(ACTION ITEM)
Please reproduce the entries exactly, skipping each picture.

Start of INPUT DATA

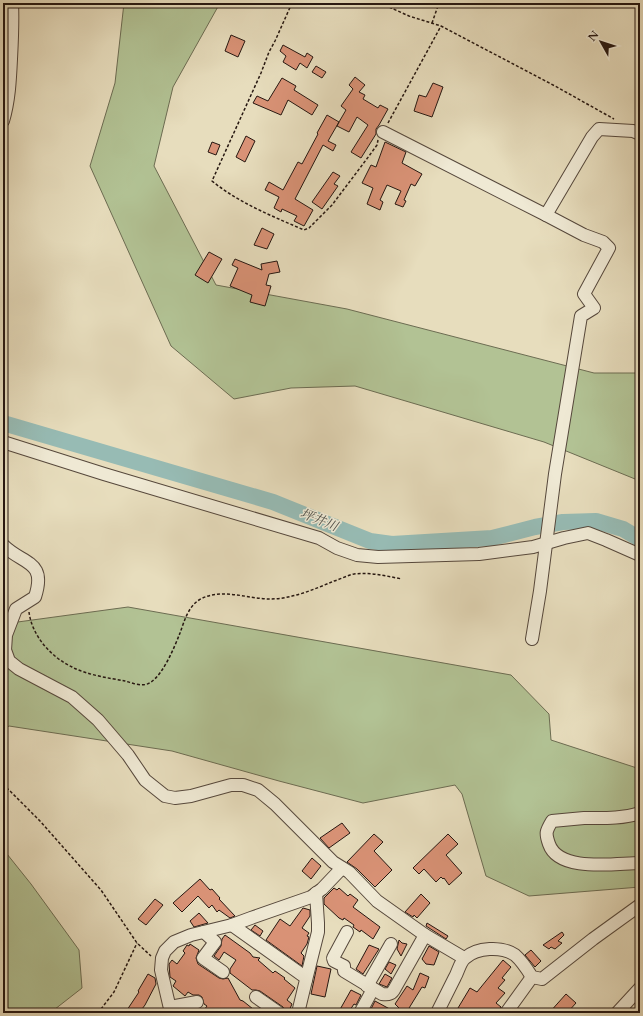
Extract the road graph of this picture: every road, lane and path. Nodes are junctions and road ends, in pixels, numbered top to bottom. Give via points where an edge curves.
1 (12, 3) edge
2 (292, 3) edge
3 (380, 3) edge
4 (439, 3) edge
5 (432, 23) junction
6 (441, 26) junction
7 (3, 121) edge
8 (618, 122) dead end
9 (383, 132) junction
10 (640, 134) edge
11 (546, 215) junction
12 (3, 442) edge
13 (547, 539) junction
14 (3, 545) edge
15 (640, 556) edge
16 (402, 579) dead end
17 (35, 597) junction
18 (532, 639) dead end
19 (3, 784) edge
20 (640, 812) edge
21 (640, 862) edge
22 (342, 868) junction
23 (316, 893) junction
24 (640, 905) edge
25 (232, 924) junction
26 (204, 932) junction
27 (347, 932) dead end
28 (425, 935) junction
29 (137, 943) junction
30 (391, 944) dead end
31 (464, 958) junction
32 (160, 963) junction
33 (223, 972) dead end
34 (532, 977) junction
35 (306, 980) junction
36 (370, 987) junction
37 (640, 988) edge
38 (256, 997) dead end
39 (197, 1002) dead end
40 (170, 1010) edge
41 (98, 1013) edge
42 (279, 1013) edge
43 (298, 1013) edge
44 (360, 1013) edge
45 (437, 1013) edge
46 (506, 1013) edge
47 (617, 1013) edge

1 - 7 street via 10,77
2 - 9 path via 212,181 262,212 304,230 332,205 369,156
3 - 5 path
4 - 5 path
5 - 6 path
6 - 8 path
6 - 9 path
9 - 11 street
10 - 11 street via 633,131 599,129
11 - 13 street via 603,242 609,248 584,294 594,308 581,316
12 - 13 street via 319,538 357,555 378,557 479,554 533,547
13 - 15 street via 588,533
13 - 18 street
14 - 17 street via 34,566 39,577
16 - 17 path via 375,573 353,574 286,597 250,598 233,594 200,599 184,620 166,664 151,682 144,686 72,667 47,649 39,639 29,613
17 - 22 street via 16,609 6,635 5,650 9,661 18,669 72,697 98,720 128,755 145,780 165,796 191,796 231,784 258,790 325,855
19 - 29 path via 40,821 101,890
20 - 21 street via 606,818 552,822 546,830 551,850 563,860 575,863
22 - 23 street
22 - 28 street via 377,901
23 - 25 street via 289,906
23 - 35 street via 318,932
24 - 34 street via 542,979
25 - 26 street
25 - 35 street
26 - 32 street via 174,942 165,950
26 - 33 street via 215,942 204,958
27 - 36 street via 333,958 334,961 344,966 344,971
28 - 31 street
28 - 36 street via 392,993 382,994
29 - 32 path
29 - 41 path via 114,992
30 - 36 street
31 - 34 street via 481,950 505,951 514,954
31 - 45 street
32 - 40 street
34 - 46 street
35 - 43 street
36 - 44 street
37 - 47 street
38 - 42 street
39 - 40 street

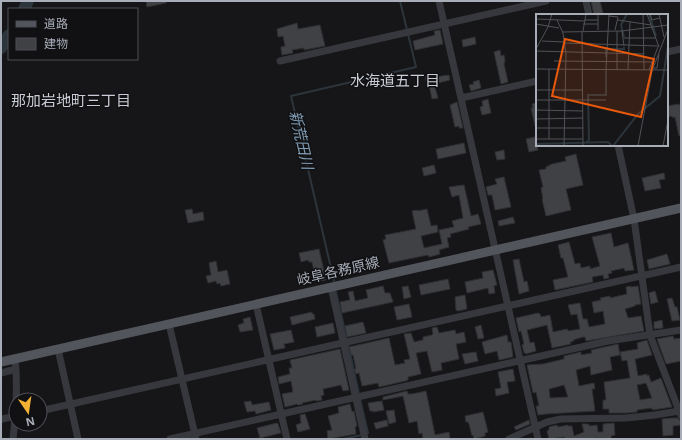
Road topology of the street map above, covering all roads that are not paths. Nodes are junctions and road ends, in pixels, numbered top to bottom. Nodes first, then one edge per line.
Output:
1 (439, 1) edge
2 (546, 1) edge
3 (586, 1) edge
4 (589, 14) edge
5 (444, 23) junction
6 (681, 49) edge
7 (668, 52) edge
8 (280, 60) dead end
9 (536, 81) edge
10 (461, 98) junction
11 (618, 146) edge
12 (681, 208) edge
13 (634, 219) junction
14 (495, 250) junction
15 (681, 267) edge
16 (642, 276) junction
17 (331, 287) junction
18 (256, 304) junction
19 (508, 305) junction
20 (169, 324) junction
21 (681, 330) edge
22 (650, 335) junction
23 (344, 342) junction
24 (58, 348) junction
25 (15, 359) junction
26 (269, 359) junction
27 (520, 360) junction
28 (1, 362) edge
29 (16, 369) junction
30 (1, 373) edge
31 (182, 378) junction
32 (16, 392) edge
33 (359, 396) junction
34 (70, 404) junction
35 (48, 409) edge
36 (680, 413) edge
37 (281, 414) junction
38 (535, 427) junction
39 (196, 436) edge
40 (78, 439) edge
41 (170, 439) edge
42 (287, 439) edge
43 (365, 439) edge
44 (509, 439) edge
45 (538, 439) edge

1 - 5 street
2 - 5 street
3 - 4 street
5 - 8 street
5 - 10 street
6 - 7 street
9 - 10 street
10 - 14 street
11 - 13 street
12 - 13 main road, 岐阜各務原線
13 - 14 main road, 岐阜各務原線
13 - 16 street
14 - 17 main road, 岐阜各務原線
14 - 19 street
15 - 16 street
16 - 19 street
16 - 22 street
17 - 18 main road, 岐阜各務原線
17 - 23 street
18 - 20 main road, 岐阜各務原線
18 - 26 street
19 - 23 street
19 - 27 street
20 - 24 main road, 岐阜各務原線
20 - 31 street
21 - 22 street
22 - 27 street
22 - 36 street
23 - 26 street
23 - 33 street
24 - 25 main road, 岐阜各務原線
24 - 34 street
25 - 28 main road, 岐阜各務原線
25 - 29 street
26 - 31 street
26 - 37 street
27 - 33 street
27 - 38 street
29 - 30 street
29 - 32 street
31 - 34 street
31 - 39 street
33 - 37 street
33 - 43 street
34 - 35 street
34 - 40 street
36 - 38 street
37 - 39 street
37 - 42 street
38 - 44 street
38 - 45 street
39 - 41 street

End of INPUT DATA

(SOLUTION FOR THIS EXERCISE)
Extract the road graph of this picture: every road, lane and path. Nodes are junctions and road ends, in pixels, numbered top to bottom. Give via points where an edge curves.
1 (12, 3) edge
2 (292, 3) edge
3 (380, 3) edge
4 (439, 3) edge
5 (432, 23) junction
6 (441, 26) junction
7 (3, 121) edge
8 (618, 122) dead end
9 (383, 132) junction
10 (640, 134) edge
11 (546, 215) junction
12 (3, 442) edge
13 (547, 539) junction
14 (3, 545) edge
15 (640, 556) edge
16 (402, 579) dead end
17 (35, 597) junction
18 (532, 639) dead end
19 (3, 784) edge
20 (640, 812) edge
21 (640, 862) edge
22 (342, 868) junction
23 (316, 893) junction
24 (640, 905) edge
25 (232, 924) junction
26 (204, 932) junction
27 (347, 932) dead end
28 (425, 935) junction
29 (137, 943) junction
30 (391, 944) dead end
31 (464, 958) junction
32 (160, 963) junction
33 (223, 972) dead end
34 (532, 977) junction
35 (306, 980) junction
36 (370, 987) junction
37 (640, 988) edge
38 (256, 997) dead end
39 (197, 1002) dead end
40 (170, 1010) edge
41 (98, 1013) edge
42 (279, 1013) edge
43 (298, 1013) edge
44 (360, 1013) edge
45 (437, 1013) edge
46 (506, 1013) edge
47 (617, 1013) edge

1 - 7 street via 10,77
2 - 9 path via 212,181 262,212 304,230 332,205 369,156
3 - 5 path
4 - 5 path
5 - 6 path
6 - 8 path
6 - 9 path
9 - 11 street
10 - 11 street via 633,131 599,129
11 - 13 street via 603,242 609,248 584,294 594,308 581,316
12 - 13 street via 319,538 357,555 378,557 479,554 533,547
13 - 15 street via 588,533
13 - 18 street
14 - 17 street via 34,566 39,577
16 - 17 path via 375,573 353,574 286,597 250,598 233,594 200,599 184,620 166,664 151,682 144,686 72,667 47,649 39,639 29,613
17 - 22 street via 16,609 6,635 5,650 9,661 18,669 72,697 98,720 128,755 145,780 165,796 191,796 231,784 258,790 325,855
19 - 29 path via 40,821 101,890
20 - 21 street via 606,818 552,822 546,830 551,850 563,860 575,863
22 - 23 street
22 - 28 street via 377,901
23 - 25 street via 289,906
23 - 35 street via 318,932
24 - 34 street via 542,979
25 - 26 street
25 - 35 street
26 - 32 street via 174,942 165,950
26 - 33 street via 215,942 204,958
27 - 36 street via 333,958 334,961 344,966 344,971
28 - 31 street
28 - 36 street via 392,993 382,994
29 - 32 path
29 - 41 path via 114,992
30 - 36 street
31 - 34 street via 481,950 505,951 514,954
31 - 45 street
32 - 40 street
34 - 46 street
35 - 43 street
36 - 44 street
37 - 47 street
38 - 42 street
39 - 40 street

Road topology of the street map above, covering all roads that are not paths. Nodes are junctions and road ends, in pixels, numbered top to bottom. Nodes first, then one edge per line.
Output:
1 (439, 1) edge
2 (546, 1) edge
3 (586, 1) edge
4 (589, 14) edge
5 (444, 23) junction
6 (681, 49) edge
7 (668, 52) edge
8 (280, 60) dead end
9 (536, 81) edge
10 (461, 98) junction
11 (618, 146) edge
12 (681, 208) edge
13 (634, 219) junction
14 (495, 250) junction
15 (681, 267) edge
16 (642, 276) junction
17 (331, 287) junction
18 (256, 304) junction
19 (508, 305) junction
20 (169, 324) junction
21 (681, 330) edge
22 (650, 335) junction
23 (344, 342) junction
24 (58, 348) junction
25 (15, 359) junction
26 (269, 359) junction
27 (520, 360) junction
28 (1, 362) edge
29 (16, 369) junction
30 (1, 373) edge
31 (182, 378) junction
32 (16, 392) edge
33 (359, 396) junction
34 (70, 404) junction
35 (48, 409) edge
36 (680, 413) edge
37 (281, 414) junction
38 (535, 427) junction
39 (196, 436) edge
40 (78, 439) edge
41 (170, 439) edge
42 (287, 439) edge
43 (365, 439) edge
44 (509, 439) edge
45 (538, 439) edge

1 - 5 street
2 - 5 street
3 - 4 street
5 - 8 street
5 - 10 street
6 - 7 street
9 - 10 street
10 - 14 street
11 - 13 street
12 - 13 main road, 岐阜各務原線
13 - 14 main road, 岐阜各務原線
13 - 16 street
14 - 17 main road, 岐阜各務原線
14 - 19 street
15 - 16 street
16 - 19 street
16 - 22 street
17 - 18 main road, 岐阜各務原線
17 - 23 street
18 - 20 main road, 岐阜各務原線
18 - 26 street
19 - 23 street
19 - 27 street
20 - 24 main road, 岐阜各務原線
20 - 31 street
21 - 22 street
22 - 27 street
22 - 36 street
23 - 26 street
23 - 33 street
24 - 25 main road, 岐阜各務原線
24 - 34 street
25 - 28 main road, 岐阜各務原線
25 - 29 street
26 - 31 street
26 - 37 street
27 - 33 street
27 - 38 street
29 - 30 street
29 - 32 street
31 - 34 street
31 - 39 street
33 - 37 street
33 - 43 street
34 - 35 street
34 - 40 street
36 - 38 street
37 - 39 street
37 - 42 street
38 - 44 street
38 - 45 street
39 - 41 street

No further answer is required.